Worker Classification

Oregon is an at-will employment state, though robust anti-discrimination and retaliation statutes limit termination exposure significantly. Oregon uses a three-part ABC test for unemployment insurance purposes; for other wage and hour purposes, Oregon applies an economic reality/common law hybrid test with BOLI scrutinizing misclassification aggressively.
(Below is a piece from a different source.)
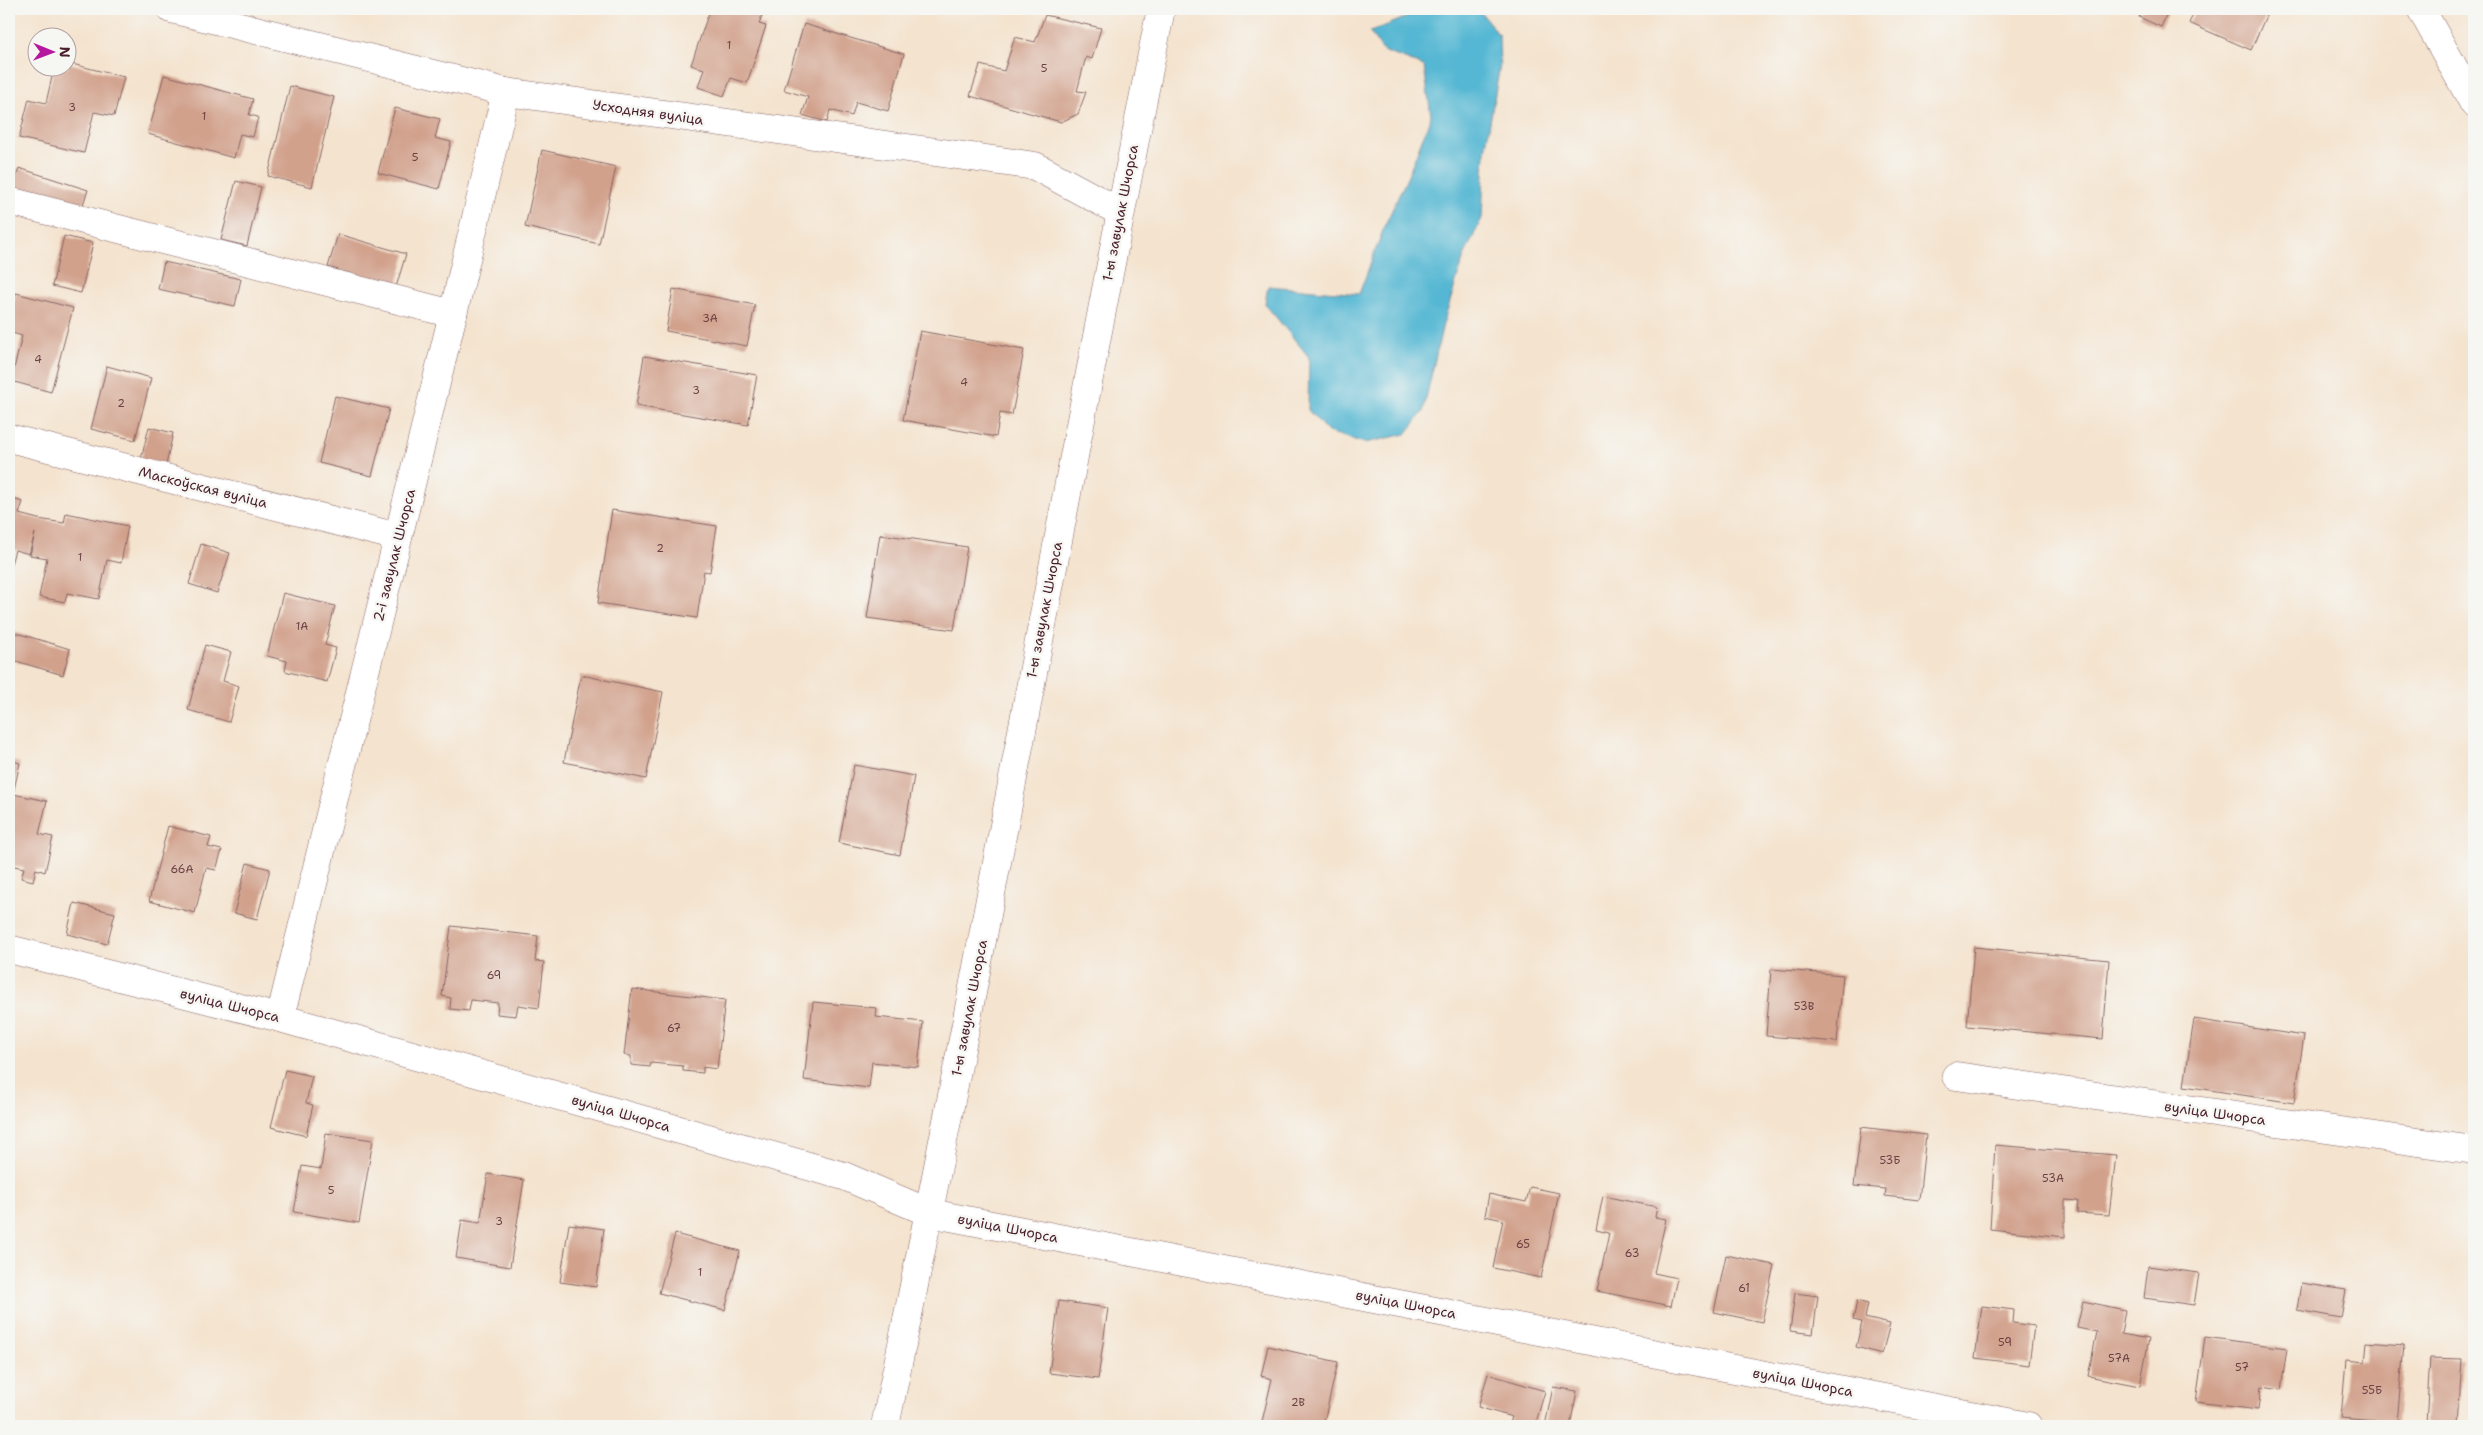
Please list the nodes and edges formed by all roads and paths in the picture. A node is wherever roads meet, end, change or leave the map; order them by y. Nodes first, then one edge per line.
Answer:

Non-compete agreements in Oregon are enforceable only if the employee earns above a statutory threshold (currently $100,533 annually, adjusted yearly), the agreement is executed at the start of employment or with a bona fide advancement, is limited to 12 months, and the employer has a legitimate protectable interest; garden leave pay equal to the employee's base salary is required during the restricted period.

Hiring & Onboarding

Oregon has a statewide ban-the-box law prohibiting employers from asking about criminal history on job applications or before a conditional offer is made; the City of Portland has additional restrictions. Oregon's Pay Equity Law bars employers from asking about salary history at any point until after a formal job offer is extended. Background check use must comply with EEOC individualized assessment guidelines, and certain industries (healthcare, childcare) have additional statutory restrictions. New hire reporting must be submitted to the Oregon New Hire Reporting Center within 20 days of hire; drug testing is permitted but must follow BOLI guidelines, and employers should note Oregon's legal recreational marijuana status limits adverse action based solely on off-duty cannabis use.